Nested Subqueries




 

SQL provides a mechanism for nesting subqueries. A subquery is a select-from where expression that is nested within another query. A common use of subqueries is to perform tests for set membership, make set comparisons, and determine set cardinality, by nesting subqueries in the where clause.

1.  Set Membership

SQL allows testing tuples for membership in a relation. The in connective tests
for set membership, where the set is a collection of values produced by a select
clause. The not in connective tests for the absence of set membership.

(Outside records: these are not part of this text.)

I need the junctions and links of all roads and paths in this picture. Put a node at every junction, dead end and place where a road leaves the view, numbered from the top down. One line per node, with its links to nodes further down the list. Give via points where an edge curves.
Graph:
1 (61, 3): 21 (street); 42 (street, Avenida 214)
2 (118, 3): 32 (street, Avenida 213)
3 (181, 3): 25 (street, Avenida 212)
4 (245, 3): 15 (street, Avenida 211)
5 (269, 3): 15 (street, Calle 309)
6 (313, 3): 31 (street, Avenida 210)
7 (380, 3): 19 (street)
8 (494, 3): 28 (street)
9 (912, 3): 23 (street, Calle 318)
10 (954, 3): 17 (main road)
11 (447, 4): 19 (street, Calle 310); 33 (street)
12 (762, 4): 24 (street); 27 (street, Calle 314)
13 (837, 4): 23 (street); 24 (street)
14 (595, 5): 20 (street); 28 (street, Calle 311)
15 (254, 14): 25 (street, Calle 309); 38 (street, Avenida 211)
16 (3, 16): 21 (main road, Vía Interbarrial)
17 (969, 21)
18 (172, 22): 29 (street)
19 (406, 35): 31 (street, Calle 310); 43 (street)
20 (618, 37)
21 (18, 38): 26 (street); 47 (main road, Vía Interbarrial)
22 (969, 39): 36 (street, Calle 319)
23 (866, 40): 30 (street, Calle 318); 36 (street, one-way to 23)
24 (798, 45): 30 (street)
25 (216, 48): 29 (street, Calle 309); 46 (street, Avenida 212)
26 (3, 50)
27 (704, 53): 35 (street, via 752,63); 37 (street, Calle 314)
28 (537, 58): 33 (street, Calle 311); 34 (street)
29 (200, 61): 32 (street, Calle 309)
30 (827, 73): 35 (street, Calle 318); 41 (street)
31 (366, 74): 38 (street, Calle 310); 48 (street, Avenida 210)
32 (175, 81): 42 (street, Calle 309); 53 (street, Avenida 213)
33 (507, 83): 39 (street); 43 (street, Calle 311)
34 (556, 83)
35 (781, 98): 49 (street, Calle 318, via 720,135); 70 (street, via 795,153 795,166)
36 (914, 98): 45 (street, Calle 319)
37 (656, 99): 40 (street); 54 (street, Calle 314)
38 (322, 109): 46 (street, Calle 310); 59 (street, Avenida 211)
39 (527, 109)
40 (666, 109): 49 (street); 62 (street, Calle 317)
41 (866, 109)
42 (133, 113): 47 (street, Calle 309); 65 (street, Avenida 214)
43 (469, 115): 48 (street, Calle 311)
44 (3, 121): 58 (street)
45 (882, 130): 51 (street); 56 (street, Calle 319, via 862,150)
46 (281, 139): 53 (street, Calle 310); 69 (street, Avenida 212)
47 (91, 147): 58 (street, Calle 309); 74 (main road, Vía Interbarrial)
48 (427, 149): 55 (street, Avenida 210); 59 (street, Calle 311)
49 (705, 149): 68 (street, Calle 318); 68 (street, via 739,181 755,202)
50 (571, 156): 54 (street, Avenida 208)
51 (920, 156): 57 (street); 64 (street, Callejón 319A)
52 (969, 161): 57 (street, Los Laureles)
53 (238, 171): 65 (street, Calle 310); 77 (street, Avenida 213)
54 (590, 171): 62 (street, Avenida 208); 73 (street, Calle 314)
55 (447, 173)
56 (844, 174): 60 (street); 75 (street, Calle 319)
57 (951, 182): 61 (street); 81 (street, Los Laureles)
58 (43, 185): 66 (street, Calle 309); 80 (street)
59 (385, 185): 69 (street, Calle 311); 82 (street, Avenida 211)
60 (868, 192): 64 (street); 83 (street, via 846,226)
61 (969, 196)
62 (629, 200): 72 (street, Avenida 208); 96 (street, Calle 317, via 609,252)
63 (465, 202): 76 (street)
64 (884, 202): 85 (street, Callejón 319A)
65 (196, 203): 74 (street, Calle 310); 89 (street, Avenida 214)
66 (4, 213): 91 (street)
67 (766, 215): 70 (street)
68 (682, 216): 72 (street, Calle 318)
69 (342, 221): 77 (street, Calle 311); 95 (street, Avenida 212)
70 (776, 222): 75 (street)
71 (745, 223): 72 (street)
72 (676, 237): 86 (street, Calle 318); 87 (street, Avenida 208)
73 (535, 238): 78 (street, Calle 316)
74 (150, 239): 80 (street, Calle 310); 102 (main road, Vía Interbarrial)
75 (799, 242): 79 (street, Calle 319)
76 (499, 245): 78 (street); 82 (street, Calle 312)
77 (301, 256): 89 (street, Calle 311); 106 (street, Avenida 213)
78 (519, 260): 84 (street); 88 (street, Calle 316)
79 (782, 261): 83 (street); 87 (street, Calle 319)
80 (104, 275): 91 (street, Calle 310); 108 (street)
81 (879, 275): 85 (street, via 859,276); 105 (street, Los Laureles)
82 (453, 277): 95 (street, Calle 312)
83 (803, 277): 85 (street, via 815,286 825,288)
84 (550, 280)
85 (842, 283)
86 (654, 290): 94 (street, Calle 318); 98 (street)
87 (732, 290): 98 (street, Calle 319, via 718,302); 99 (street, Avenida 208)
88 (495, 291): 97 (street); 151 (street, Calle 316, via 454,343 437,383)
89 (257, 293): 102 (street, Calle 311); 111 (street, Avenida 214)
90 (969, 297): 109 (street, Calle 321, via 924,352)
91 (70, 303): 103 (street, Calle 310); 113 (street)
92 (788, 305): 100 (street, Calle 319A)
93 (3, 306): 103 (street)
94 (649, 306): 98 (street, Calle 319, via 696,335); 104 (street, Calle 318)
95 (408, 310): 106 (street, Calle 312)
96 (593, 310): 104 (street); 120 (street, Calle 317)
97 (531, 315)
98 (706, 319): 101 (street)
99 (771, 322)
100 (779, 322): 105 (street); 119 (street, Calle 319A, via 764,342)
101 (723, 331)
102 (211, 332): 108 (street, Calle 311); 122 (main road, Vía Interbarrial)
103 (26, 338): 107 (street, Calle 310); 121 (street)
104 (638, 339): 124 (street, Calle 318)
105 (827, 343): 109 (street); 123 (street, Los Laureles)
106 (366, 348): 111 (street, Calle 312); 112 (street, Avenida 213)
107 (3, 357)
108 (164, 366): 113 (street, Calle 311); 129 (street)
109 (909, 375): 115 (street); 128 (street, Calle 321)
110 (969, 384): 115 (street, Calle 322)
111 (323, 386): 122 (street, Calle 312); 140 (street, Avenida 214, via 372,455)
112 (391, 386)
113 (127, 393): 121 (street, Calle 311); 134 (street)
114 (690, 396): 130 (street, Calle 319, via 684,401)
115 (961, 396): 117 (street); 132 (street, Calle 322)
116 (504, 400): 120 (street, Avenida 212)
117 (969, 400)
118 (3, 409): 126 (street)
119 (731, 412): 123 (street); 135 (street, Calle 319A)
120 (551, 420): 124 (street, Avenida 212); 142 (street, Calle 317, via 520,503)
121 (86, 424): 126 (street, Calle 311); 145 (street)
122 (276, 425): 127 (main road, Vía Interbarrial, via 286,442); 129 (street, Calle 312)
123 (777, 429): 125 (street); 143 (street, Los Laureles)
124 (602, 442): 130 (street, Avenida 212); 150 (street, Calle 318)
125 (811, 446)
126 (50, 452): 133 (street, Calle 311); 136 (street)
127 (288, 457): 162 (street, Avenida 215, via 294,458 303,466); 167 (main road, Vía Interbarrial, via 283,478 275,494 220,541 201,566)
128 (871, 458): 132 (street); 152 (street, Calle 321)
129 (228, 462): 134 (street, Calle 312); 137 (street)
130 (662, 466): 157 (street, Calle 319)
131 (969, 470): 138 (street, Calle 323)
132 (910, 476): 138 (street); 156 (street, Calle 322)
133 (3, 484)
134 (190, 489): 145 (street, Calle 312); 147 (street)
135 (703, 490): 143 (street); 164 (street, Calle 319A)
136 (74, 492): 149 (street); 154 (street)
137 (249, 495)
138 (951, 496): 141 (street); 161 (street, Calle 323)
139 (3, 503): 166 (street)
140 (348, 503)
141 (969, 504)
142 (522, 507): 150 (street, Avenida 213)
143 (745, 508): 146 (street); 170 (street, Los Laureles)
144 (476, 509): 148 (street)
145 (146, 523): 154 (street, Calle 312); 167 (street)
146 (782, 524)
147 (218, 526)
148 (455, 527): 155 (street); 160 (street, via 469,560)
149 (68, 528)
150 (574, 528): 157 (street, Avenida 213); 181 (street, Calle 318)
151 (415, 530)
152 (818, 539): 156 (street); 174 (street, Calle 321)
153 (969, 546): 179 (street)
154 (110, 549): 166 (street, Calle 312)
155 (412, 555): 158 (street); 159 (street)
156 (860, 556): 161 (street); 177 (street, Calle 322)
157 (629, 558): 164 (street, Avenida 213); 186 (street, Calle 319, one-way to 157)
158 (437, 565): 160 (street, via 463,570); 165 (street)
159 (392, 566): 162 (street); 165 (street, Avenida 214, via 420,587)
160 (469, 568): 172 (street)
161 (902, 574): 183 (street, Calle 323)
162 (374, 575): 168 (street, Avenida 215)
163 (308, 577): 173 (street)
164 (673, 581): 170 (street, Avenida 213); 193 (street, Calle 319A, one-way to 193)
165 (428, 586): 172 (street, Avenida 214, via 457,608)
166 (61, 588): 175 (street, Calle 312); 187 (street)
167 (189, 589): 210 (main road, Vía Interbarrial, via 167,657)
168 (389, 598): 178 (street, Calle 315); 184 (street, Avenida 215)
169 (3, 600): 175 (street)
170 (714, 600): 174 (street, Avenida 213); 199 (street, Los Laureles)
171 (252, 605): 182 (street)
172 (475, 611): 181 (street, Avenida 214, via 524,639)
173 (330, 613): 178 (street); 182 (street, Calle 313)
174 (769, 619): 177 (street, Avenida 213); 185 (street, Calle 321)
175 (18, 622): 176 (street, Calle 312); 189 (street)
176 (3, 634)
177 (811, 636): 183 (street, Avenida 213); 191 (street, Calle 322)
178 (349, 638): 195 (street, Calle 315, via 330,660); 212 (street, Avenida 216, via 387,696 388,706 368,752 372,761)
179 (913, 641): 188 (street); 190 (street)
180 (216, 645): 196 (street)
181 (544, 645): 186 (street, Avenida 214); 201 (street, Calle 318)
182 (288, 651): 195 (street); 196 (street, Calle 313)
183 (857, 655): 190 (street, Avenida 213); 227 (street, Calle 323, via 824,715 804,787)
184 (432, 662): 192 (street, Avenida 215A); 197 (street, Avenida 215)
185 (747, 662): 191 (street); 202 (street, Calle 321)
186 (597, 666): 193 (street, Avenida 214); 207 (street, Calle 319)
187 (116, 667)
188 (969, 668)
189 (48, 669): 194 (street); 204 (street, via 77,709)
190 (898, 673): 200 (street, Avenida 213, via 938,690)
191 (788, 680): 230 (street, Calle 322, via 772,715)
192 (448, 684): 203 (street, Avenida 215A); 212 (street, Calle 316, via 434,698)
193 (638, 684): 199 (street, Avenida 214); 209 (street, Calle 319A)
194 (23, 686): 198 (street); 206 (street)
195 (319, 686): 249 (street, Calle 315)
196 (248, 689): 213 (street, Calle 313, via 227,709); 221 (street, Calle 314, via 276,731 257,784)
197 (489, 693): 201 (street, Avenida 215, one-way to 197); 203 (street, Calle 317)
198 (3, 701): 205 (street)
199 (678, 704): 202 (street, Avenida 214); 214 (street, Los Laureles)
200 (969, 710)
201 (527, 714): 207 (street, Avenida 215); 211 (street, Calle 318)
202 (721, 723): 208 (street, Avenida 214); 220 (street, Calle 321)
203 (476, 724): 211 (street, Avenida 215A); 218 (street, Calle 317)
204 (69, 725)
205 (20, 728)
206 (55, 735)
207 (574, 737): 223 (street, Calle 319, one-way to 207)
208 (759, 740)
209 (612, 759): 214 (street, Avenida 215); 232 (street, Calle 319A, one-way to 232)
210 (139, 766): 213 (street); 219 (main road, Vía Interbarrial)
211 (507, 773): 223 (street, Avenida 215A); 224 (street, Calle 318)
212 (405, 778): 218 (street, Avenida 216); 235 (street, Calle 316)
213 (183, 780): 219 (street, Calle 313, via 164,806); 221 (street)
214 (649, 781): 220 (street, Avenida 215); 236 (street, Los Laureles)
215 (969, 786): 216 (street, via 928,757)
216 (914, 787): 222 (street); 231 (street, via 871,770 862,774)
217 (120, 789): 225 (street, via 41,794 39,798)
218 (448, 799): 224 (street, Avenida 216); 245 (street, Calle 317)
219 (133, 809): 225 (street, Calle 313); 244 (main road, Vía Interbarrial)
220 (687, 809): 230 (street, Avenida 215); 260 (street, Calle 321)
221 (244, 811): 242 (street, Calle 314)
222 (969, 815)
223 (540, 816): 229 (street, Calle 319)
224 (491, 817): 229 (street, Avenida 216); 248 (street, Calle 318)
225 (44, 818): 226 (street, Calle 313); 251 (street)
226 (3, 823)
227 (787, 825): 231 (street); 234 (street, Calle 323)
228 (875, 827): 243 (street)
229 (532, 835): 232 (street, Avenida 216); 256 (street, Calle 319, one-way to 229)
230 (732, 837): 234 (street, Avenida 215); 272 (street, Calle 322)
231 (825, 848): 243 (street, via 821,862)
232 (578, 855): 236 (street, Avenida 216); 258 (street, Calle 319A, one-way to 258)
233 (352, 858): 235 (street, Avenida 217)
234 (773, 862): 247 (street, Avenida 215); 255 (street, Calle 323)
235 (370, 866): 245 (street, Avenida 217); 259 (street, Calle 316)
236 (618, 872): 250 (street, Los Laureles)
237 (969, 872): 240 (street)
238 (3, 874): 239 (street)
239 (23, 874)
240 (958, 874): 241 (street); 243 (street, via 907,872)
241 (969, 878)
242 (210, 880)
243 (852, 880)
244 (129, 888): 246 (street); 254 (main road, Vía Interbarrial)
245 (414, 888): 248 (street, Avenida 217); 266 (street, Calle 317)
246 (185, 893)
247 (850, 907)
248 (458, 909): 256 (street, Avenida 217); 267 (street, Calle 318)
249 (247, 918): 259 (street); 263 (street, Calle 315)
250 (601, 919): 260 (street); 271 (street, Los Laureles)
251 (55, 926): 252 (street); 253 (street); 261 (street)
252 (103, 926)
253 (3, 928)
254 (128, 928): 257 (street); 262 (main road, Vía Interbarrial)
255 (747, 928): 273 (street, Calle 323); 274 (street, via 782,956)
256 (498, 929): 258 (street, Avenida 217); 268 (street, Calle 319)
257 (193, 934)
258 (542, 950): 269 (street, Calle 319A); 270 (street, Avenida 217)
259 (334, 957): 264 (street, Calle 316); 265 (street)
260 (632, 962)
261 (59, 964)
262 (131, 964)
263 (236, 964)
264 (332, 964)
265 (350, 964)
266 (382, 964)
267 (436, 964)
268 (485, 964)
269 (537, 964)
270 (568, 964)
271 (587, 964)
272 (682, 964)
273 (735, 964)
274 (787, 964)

As an illustration, reconsider the query “Find all the courses taught in the
both the Fall 2009 and Spring 2010 semesters.” Earlier, we wrote such a query by
intersecting two sets: the set of courses taught in Fall 2009 and the set of courses
taught in Spring 2010. We can take the alternative approach of finding all courses
that were taught in Fall 2009 and that are also members of the set of courses
taught in Spring 2010. Clearly, this formulation generates the same results as the
previous one did, but it leads us to write our query using the in connective of SQL.
We begin by finding all courses taught in Spring 2010, and we write the subquery

(select course_id
from section
where semester = ’Spring’ and year= 2010)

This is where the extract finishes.